I wanted to see what were the habits of other hedgehogs on here when sleeping. It seems both my guys dislike sleeping on fleece or any kind of fabric, and would rather sleep on a hard surface such as plastic. Both have done the liner diving before. Hester Sue stopped when I built her the shoe box home, but I noticed last night when I checked inside that she has actually removed the fleece from where she sleeps and is sleeping on the cardboard floor. Loki is doing the same, I built him a shoe box house but there wasn't a way to remove the fleece from the floor, and he retreated to sleeping under the liner again. I tried a new home tonight with the floor bare, but again he's under the liner. So to me, it seems these guys would rather sleep on a bare surface than say the fleece liner itself or any kind of fabric.

What do you hog(s) sleep in and on? I'll also note that its not overly hot, temps stay between 76'F and typically climb up to 80 max in the late afternoon (room is on the west side of the house, so it gets the sun).


----------



## fracturedcircle

Sweetie sleeps in a fabric tent, but Harvey does prefer hard surfaces. :roll:


----------



## Lilysmommy

Lily has a pigloo, and she loves it.

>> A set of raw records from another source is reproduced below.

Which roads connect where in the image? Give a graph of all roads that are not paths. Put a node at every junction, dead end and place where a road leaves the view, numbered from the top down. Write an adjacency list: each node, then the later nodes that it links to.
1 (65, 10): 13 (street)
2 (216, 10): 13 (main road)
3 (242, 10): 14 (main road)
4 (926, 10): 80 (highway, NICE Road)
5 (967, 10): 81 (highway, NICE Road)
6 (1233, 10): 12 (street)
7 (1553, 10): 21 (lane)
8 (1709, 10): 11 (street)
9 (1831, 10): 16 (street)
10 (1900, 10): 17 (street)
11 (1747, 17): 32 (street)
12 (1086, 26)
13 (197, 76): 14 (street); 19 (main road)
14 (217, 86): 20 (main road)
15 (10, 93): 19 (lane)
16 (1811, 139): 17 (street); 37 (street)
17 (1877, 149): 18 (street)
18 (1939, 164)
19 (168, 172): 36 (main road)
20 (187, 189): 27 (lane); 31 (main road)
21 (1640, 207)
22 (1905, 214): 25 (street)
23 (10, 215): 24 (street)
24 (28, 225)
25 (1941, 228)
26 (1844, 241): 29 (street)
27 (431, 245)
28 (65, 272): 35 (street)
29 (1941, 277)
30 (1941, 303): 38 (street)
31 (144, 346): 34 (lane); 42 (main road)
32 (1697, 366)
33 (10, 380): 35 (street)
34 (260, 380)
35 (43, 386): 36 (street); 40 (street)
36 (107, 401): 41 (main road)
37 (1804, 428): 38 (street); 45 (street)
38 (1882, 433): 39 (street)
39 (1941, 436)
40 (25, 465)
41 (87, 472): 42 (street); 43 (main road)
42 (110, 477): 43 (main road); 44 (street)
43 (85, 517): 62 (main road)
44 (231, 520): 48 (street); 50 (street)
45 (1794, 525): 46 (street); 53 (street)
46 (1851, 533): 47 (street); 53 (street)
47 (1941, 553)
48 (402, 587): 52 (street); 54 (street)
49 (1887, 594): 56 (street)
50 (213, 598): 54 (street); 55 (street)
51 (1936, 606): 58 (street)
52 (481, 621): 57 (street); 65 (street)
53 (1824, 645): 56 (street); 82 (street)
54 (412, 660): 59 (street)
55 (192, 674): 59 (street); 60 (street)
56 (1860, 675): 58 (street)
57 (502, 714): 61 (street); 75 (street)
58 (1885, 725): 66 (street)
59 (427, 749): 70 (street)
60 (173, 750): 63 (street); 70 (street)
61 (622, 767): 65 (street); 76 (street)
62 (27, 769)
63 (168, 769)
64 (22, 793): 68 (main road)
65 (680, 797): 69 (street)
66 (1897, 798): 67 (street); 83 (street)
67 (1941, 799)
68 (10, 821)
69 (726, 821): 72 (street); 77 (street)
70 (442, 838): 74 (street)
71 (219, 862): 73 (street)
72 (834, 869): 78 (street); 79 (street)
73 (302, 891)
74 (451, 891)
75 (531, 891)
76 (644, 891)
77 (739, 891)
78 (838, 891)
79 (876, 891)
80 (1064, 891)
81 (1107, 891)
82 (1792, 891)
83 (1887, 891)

She gets fleece strips in it, but I think she usually shoves them all forward and curls up on the bare plastic bottom in the back, especially right now in the summer.


----------



## schmelderz

My hedgie seems to like sleeping on the plastic surface of its cage too. :roll:  what a joy having to clean up poop stuck on the plastic


----------



## LizardGirl

Inky refuses to sleep on anything except for fleece, or the plastic bottom of his cage, under the liner. Any other fabric he refuses. :lol:


----------



## Nancy

It depends on the hedgehog. Right now, Brie is the only one that consistently sleeps on the bare plastic under her fleece liner. Jake alternates between his hedgie bag and under his liner. 
The rest all sleep above the liner but in different things. Waylon, Gladys, Herisson, Cactus and KeiLei are all diehard hedgie bag fans and will not sleep in anything but. Little old Daisy, Lucy and Miki all need their hedgie bag to be inside an igloo. The rest like blankies or a receiving blanket inside their igloo. Yuri alternates. He has an empty igloo and a hedgie bag. Sometimes he is out in the open, sometimes in his igloo and sometimes his hedgie bag. I have yet to figure out the reasoning he chooses different beds at different times. :lol:


----------



## shaelikestaquitos

Kashi sleeps where ever he chooses to sleep, whether it be under the liner, under his litter box or inside his cuddle sack. I don't know why he chooses those random places, but he does x]


----------



## EryBee

Phinneus loves sleeping in his fleece blankies. A few times he has crawled under his fleece liner, but then just rolled himself up in it


----------



## nationofamanda

lulabelle sleeps in her snuggle sack.

peach sleeps in between her fleece and flannel liners.

bunny sleeps both ways, or on top of everything snuggled next to her food dish. the last one i think is because she eats until she falls asleep sometimes.


----------



## shaelikestaquitos

nationofamanda said:


> the last one i think is because she eats until she falls asleep sometimes.


:lol: That's so cute/hilarious xD


----------



## krbshappy71

Whyte pulled the white fleece "potty liner" out from under his wheel and rolled himself up in it. GROSS. He's getting a bath for that one. If he wants white, he can have white, but I honestly don't know what's wrong with the big purple one he already had available. :roll: 

My other two guys alternate between being rolled up like a burrito in their fleece or sprawled out against the plastic with just one piece of fleece lying over them.


----------



## smhufflepuff

Satin is an under-liner sleeper - either right on top of the plastic or wraps the edge of her liner around like a taco shell. She started off as a hedgiebag girl, but grew out of that pretty quickly and became a confirmed liner diver.

Tex is all about the hedgiebag in the igloo. He'll cope with some spare fleece in his igloo if he's messed up all his bags.


----------